Glory, glory to the Purple!
Glory, glory to the Purple!
And down with Robinson!”
 

“Fine!” cried Anthony. “That’s the sort of thing! Let’s see it.” He took the paper and, turning it to the light, began to hum, then sing the words to the old marching song, nodding his head in time to the music. Anthony had about as much melody in his voice as a raven, but Jack, watching and listening eagerly from the bed, thought he sang beautifully, and was enormously pleased with the production. When the final refrain was reached he joined his own voice, rocking back and forth in ecstasy, and the concert ended in a final triumphant burst of mel – Well, no, not melody; let us say sound.

“Do you like it?” Jack asked, as eager for praise of his lines as any poet.

“Great!” Anthony answered. “And I should think it would do for a football song, too, wouldn’t it?”

“Would it?” cried Jack. “Yes, I believe it would! That’s fine, isn’t it? Of course, I don’t want you to think I’m stuck up, Anthony, but I really think it’s better than any that the Purple has published yet. What do you say?”

“Well, I haven’t read many of ’em; should think it might be, though. Better send it in right off, so it’ll be in time for the next issue, eh?”

“Yes, I’m going to mail it to-night; as soon as I make a good copy.” Then, after a moment’s hesitation: “I say, Anthony, would you mind copying it off for me? I write such an awful fist, you know.”
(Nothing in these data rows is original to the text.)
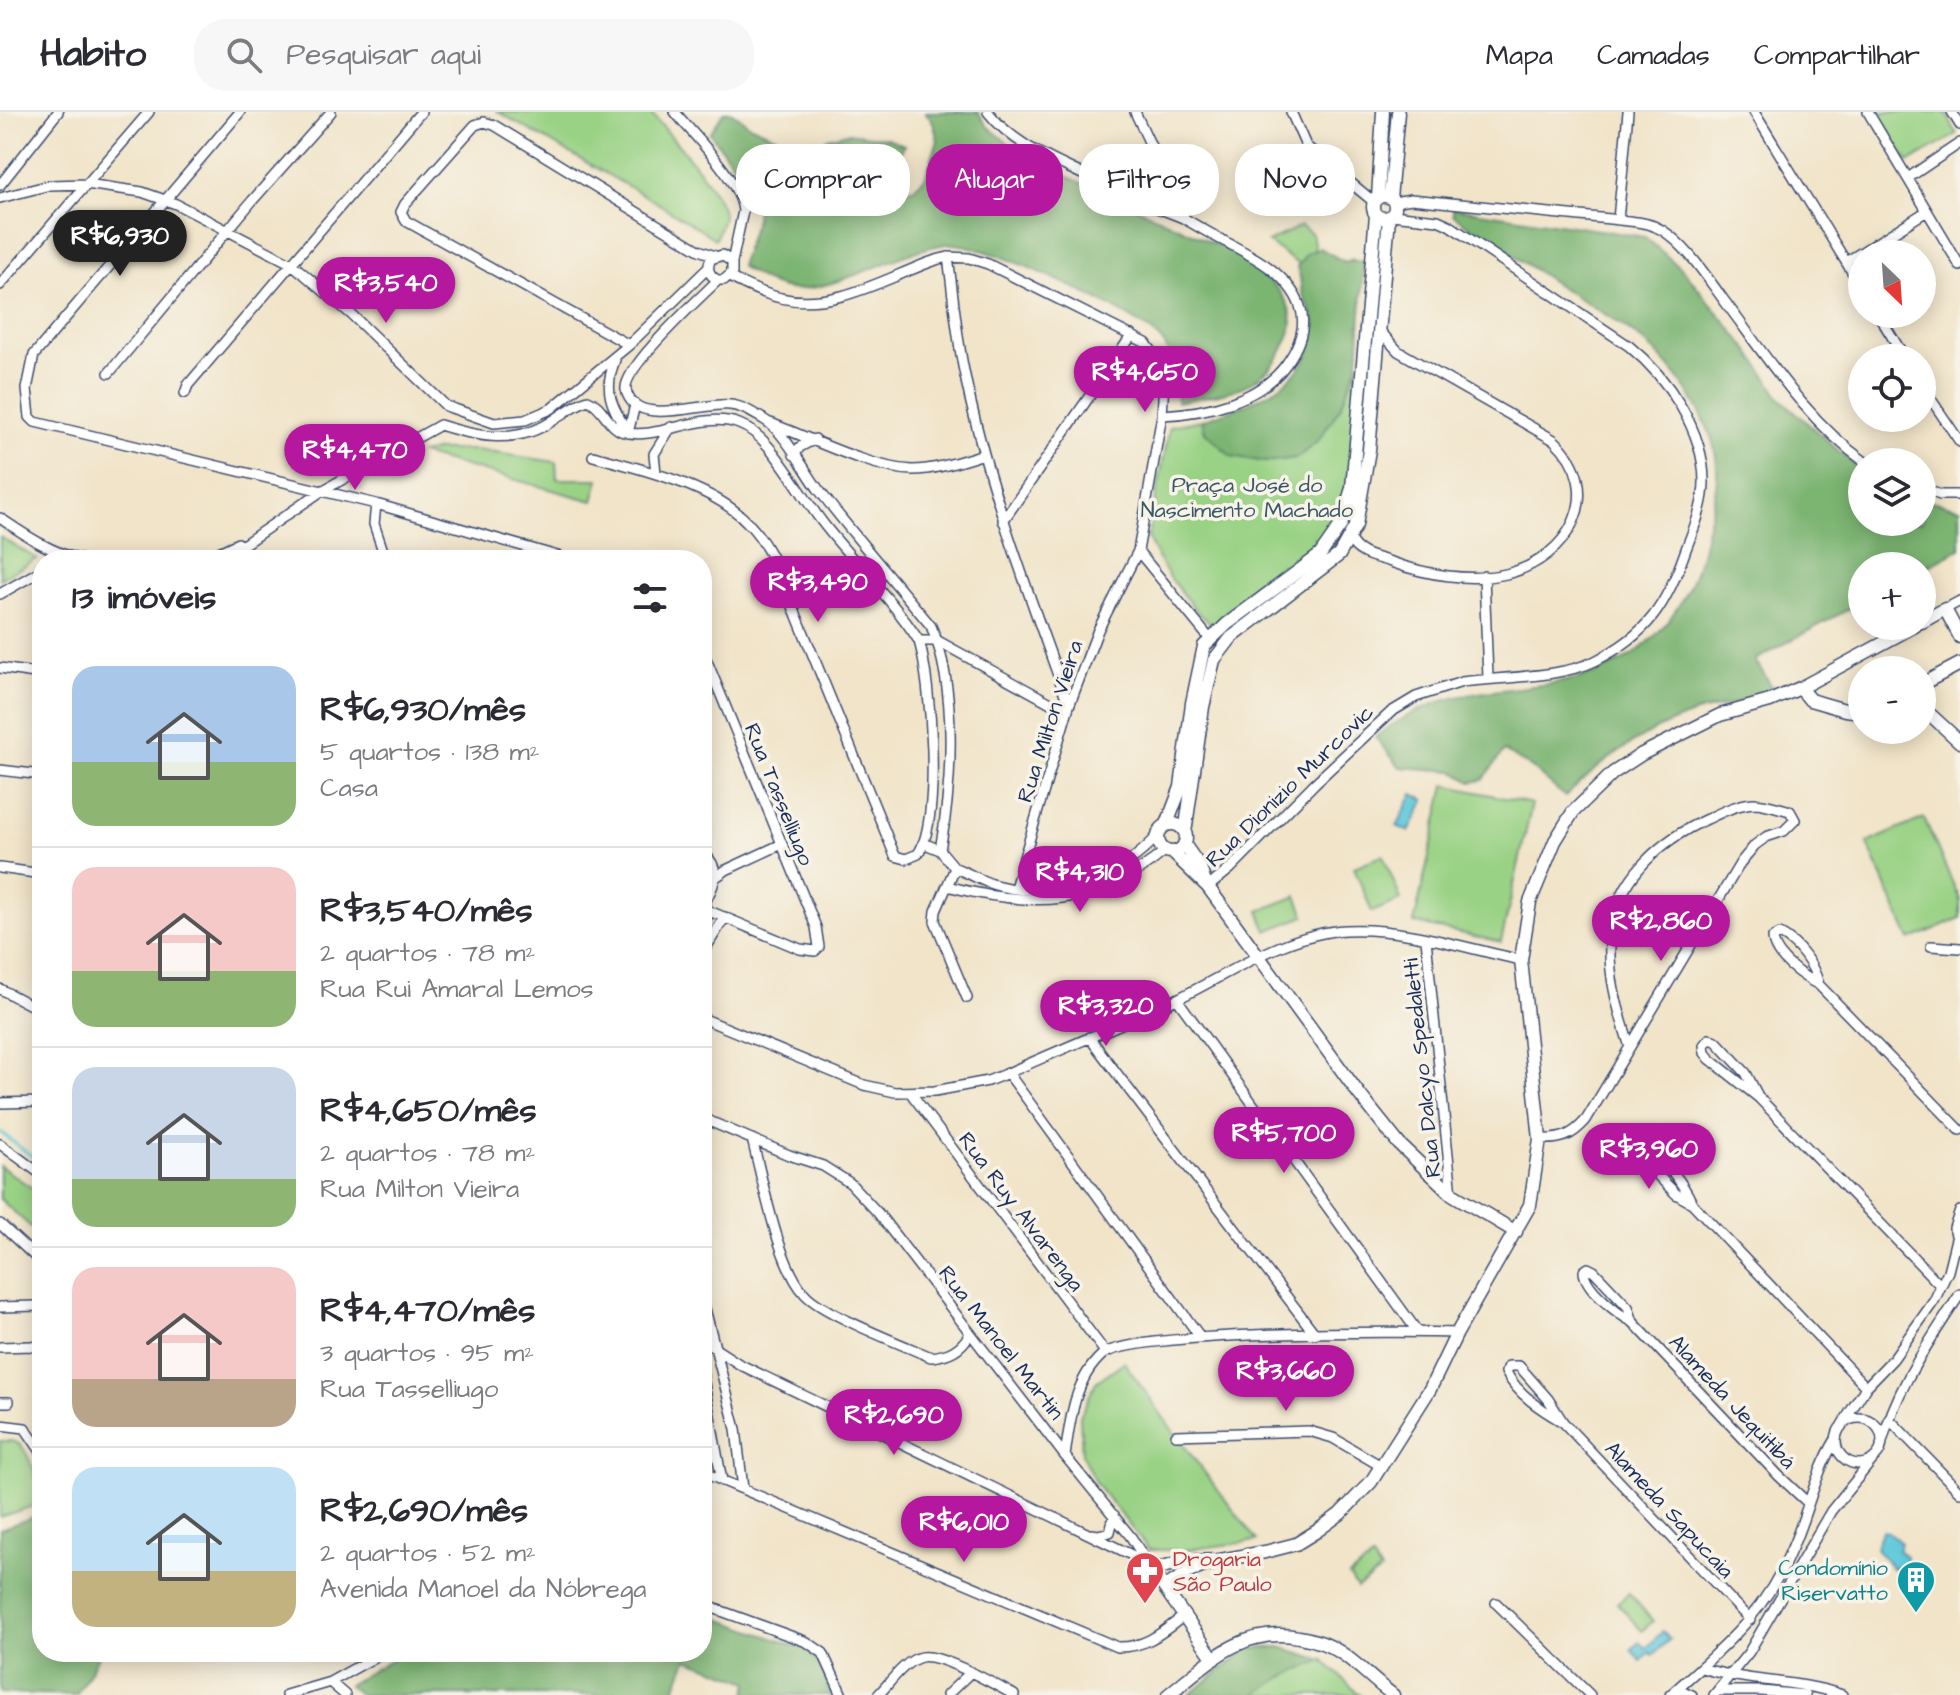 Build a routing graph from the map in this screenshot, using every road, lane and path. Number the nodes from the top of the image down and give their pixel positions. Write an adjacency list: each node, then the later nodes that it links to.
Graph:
1 (58, 112): 20 (street)
2 (149, 112): 19 (street)
3 (240, 112): 22 (street)
4 (331, 112): 31 (street)
5 (421, 112): 36 (street)
6 (675, 112): 33 (street)
7 (988, 112): 27 (street)
8 (1135, 112): 27 (street)
9 (1291, 112): 25 (street)
10 (1383, 112): 25 (main road)
11 (1398, 112): 25 (main road)
12 (1628, 112): 30 (street)
13 (1754, 112): 35 (street)
14 (1868, 112): 18 (street)
15 (1952, 112): 16 (street)
16 (1960, 125)
17 (1960, 143): 18 (street)
18 (1908, 178): 26 (street)
19 (86, 184): 21 (street); 22 (street); 40 (street)
20 (0, 185)
21 (0, 198)
22 (165, 200): 31 (street); 64 (street)
23 (1422, 200): 24 (street); 25 (street); 28 (street)
24 (1444, 202): 29 (street); 30 (street)
25 (1385, 207): 28 (street); 41 (main road); 85 (main road)
26 (1927, 211): 35 (street); 38 (street)
27 (1185, 219): 50 (street)
28 (1419, 219): 29 (street)
29 (1438, 220): 94 (street, Rua Dionizio Murcovic)
30 (1618, 220): 59 (street)
31 (228, 230): 36 (street); 45 (street)
32 (948, 257): 39 (street); 42 (street, Rua Milton Vieira); 60 (street)
33 (729, 259): 34 (street); 39 (street)
34 (710, 262): 39 (street); 43 (street); 43 (street)
35 (1846, 262): 37 (street)
36 (292, 264): 46 (street); 48 (street)
37 (1848, 265)
38 (1960, 266)
39 (726, 277): 47 (street)
40 (0, 285)
41 (1379, 330): 71 (main road); 79 (street)
42 (1132, 335): 50 (street, Rua Milton Vieira); 69 (street)
43 (629, 345): 44 (street)
44 (616, 356): 51 (street); 55 (street)
45 (109, 373)
46 (185, 393)
47 (635, 405): 52 (street); 55 (street)
48 (446, 406): 51 (street); 53 (street)
49 (1936, 407): 58 (street)
50 (1162, 415): 77 (street, Rua Milton Vieira)
51 (485, 422): 56 (street)
52 (770, 423): 57 (street); 61 (street)
53 (440, 425): 56 (street); 64 (street)
54 (671, 427): 55 (street); 63 (street); 87 (street)
55 (628, 433): 56 (street)
56 (481, 436)
57 (815, 439): 60 (street); 61 (street)
58 (1960, 442)
59 (1848, 449)
60 (984, 454): 69 (street)
61 (794, 455): 88 (street)
62 (593, 456): 63 (street)
63 (656, 473): 104 (street)
64 (320, 492): 67 (street); 70 (street)
65 (1936, 493): 66 (street)
66 (1960, 495)
67 (376, 504): 75 (street); 76 (street)
68 (0, 518): 72 (street)
69 (1003, 521): 96 (street)
70 (252, 537): 73 (street); 74 (street)
71 (1350, 539): 79 (street); 103 (main road)
72 (51, 550)
73 (224, 550)
74 (234, 550)
75 (383, 550)
76 (536, 550)
77 (1138, 551): 85 (street); 96 (street, Rua Milton Vieira)
78 (32, 576): 80 (street)
79 (1484, 576): 94 (street)
80 (0, 594)
81 (1960, 601): 82 (street)
82 (1945, 609): 83 (main road); 84 (main road)
83 (1936, 614)
84 (1960, 637)
85 (1209, 638): 102 (main road)
86 (1889, 640): 95 (main road)
87 (919, 641): 88 (street); 104 (street)
88 (938, 641): 96 (street); 106 (street)
89 (1960, 664): 93 (main road)
90 (3, 670): 91 (street)
91 (32, 673)
92 (712, 673): 105 (street, Rua Tasselliugo)
93 (1936, 677)
94 (1488, 678): 114 (street, Rua Dionizio Murcovic)
95 (1800, 688): 97 (main road); 126 (main road)
96 (1068, 709): 116 (street, Rua Milton Vieira)
97 (1848, 710)
98 (1936, 720): 99 (main road)
99 (1960, 742)
100 (0, 770): 101 (street)
101 (32, 774)
102 (1163, 829): 103 (main road); 107 (main road); 116 (street)
103 (1185, 839): 107 (main road); 114 (main road)
104 (923, 843): 106 (street)
105 (782, 844): 112 (street); 120 (street, Rua Tasselliugo)
106 (940, 850): 110 (street)
107 (1169, 851): 114 (main road); 118 (street)
108 (712, 863): 112 (street)
109 (0, 868): 111 (street)
110 (955, 868): 113 (street); 115 (street)
111 (32, 873)
112 (716, 877): 117 (street)
113 (978, 879): 116 (street); 118 (street)
114 (1207, 885): 125 (main road)
115 (947, 886): 118 (street); 129 (street)
116 (1015, 888)
117 (712, 889)
118 (972, 893)
119 (712, 912): 120 (street)
120 (725, 917): 121 (street)
121 (712, 938)
122 (1426, 939): 125 (street); 126 (street); 146 (street, Rua Dalcyo Spedaletti)
123 (1931, 946): 124 (street)
124 (1960, 948)
125 (1261, 957): 130 (street); 146 (main road)
126 (1521, 960): 143 (main road)
127 (1819, 985): 127 (street); 141 (street)
128 (2, 993): 131 (street)
129 (967, 998)
130 (1177, 999): 133 (street); 158 (street)
131 (32, 1006)
132 (712, 1022): 136 (street)
133 (1089, 1037): 135 (street); 162 (street)
134 (1630, 1047): 134 (street); 143 (street)
135 (1008, 1073): 136 (street); 163 (street)
136 (910, 1092): 168 (street, Rua Ruy Alvarenga)
137 (1759, 1098): 137 (street); 153 (street)
138 (32, 1102): 139 (street)
139 (0, 1103)
140 (712, 1122): 142 (street, Rua Manoel Martin)
141 (1960, 1130)
142 (752, 1139): 161 (street, Rua Manoel Martin); 161 (street)
143 (1540, 1139): 150 (main road)
144 (0, 1144): 145 (street)
145 (32, 1168)
146 (1452, 1194): 150 (main road)
147 (1692, 1203): 147 (street); 169 (street)
148 (1960, 1211): 151 (street)
149 (0, 1224): 152 (street)
150 (1516, 1232): 160 (main road)
151 (1958, 1244): 153 (street)
152 (32, 1254)
153 (1941, 1286): 169 (street)
154 (1958, 1302): 170 (street)
155 (32, 1305): 156 (street)
156 (0, 1307)
157 (1633, 1322): 157 (street, Alameda Jequitibá); 186 (street, Alameda Jequitibá)
158 (1417, 1331): 160 (street); 162 (street)
159 (712, 1333): 167 (street)
160 (1457, 1333): 181 (main road)
161 (970, 1334): 179 (street, Rua Manoel Martin)
162 (1315, 1334): 163 (street)
163 (1201, 1338): 168 (street)
164 (32, 1346): 165 (street)
165 (0, 1347)
166 (712, 1347): 167 (street)
167 (717, 1351): 184 (street); 188 (street)
168 (1105, 1352): 179 (street)
169 (1866, 1387): 173 (street)
170 (1889, 1419): 178 (street); 185 (street)
171 (1563, 1422): 171 (street, Alameda Sapucaia); 195 (street, Alameda Sapucaia)
172 (0, 1425): 175 (street)
173 (1842, 1425): 177 (street); 178 (street)
174 (1176, 1435): 181 (street)
175 (32, 1438)
176 (712, 1438): 183 (street)
177 (1836, 1439): 180 (street); 186 (street)
178 (1881, 1445): 180 (street)
179 (1065, 1456): 187 (street, Rua Manoel Martin)
180 (1874, 1458): 201 (street)
181 (1381, 1466): 189 (main road)
182 (712, 1476): 183 (street)
183 (722, 1481): 184 (street)
184 (743, 1489): 194 (street)
185 (1960, 1492)
186 (1808, 1503): 195 (street)
187 (1114, 1515): 188 (street); 190 (street, Rua Manoel Martin)
188 (1089, 1533): 190 (street)
189 (1220, 1560): 190 (main road); 191 (main road)
190 (1149, 1566): 191 (main road, Rua Manoel Martin)
191 (1165, 1587): 194 (main road, Rua Manoel Martin)
192 (1496, 1603): 214 (street)
193 (712, 1608): 207 (street)
194 (1185, 1615): 196 (main road, Rua Manoel Martin)
195 (1750, 1620): 198 (street)
196 (1214, 1659): 200 (main road); 211 (main road)
197 (366, 1662): 202 (street)
198 (1702, 1668): 201 (street); 204 (street)
199 (971, 1672): 208 (street); 209 (street); 210 (street)
200 (1367, 1675): 212 (main road); 213 (main road)
201 (1730, 1677): 203 (street); 217 (street)
202 (330, 1682): 205 (street); 206 (street)
203 (1716, 1693): 216 (street)
204 (1671, 1694): 215 (street)
205 (286, 1695)
206 (345, 1695)
207 (842, 1695)
208 (878, 1695)
209 (947, 1695)
210 (1014, 1695)
211 (1168, 1695)
212 (1384, 1695)
213 (1393, 1695)
214 (1590, 1695)
215 (1692, 1695)
216 (1805, 1695)
217 (1842, 1695)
So they adjourned to Anthony’s room, and Jack leaned anxiously over his friend’s shoulder while the lines were copied in the most careful of copperplate chirography, folded, sealed, and addressed. Then Jack bought a one-cent stamp from Anthony and took the letter to the post-office, marching back through the warm June evening humming “Glory to the Purple,” and in imagination leading the cheering section at the Robinson game.

After he had gone to sleep he dreamed that he had been appointed poet-laureate of Erskine College, and was being driven along Main Street in Gilberth’s automobile between serried ranks of applauding students and townfolk, his brow adorned with a golden fillet of laurel-leaves. The automobile was extremely spacious, since it held besides himself not only the faculty, but Anthony and Joe Perkins and the entire baseball team. When he acknowledged the plaudits of the multitude he had to hold his laurel wreath on with one hand, which annoyed him a great deal. In the end the president solved the problem by tying it on with a red silk handkerchief. Then, at the moment of his greatest triumph, Showell arose from somewhere and shouted in a voice that drowned the cheers: “He didn’t compose it! The writing was Anthony Tidball’s! I saw it!” Jack tried to deny the awful slander, but none would listen to him, and he awoke breathless and despairing, to find the sunlight streaming in the end window and the robins singing matins to the early day.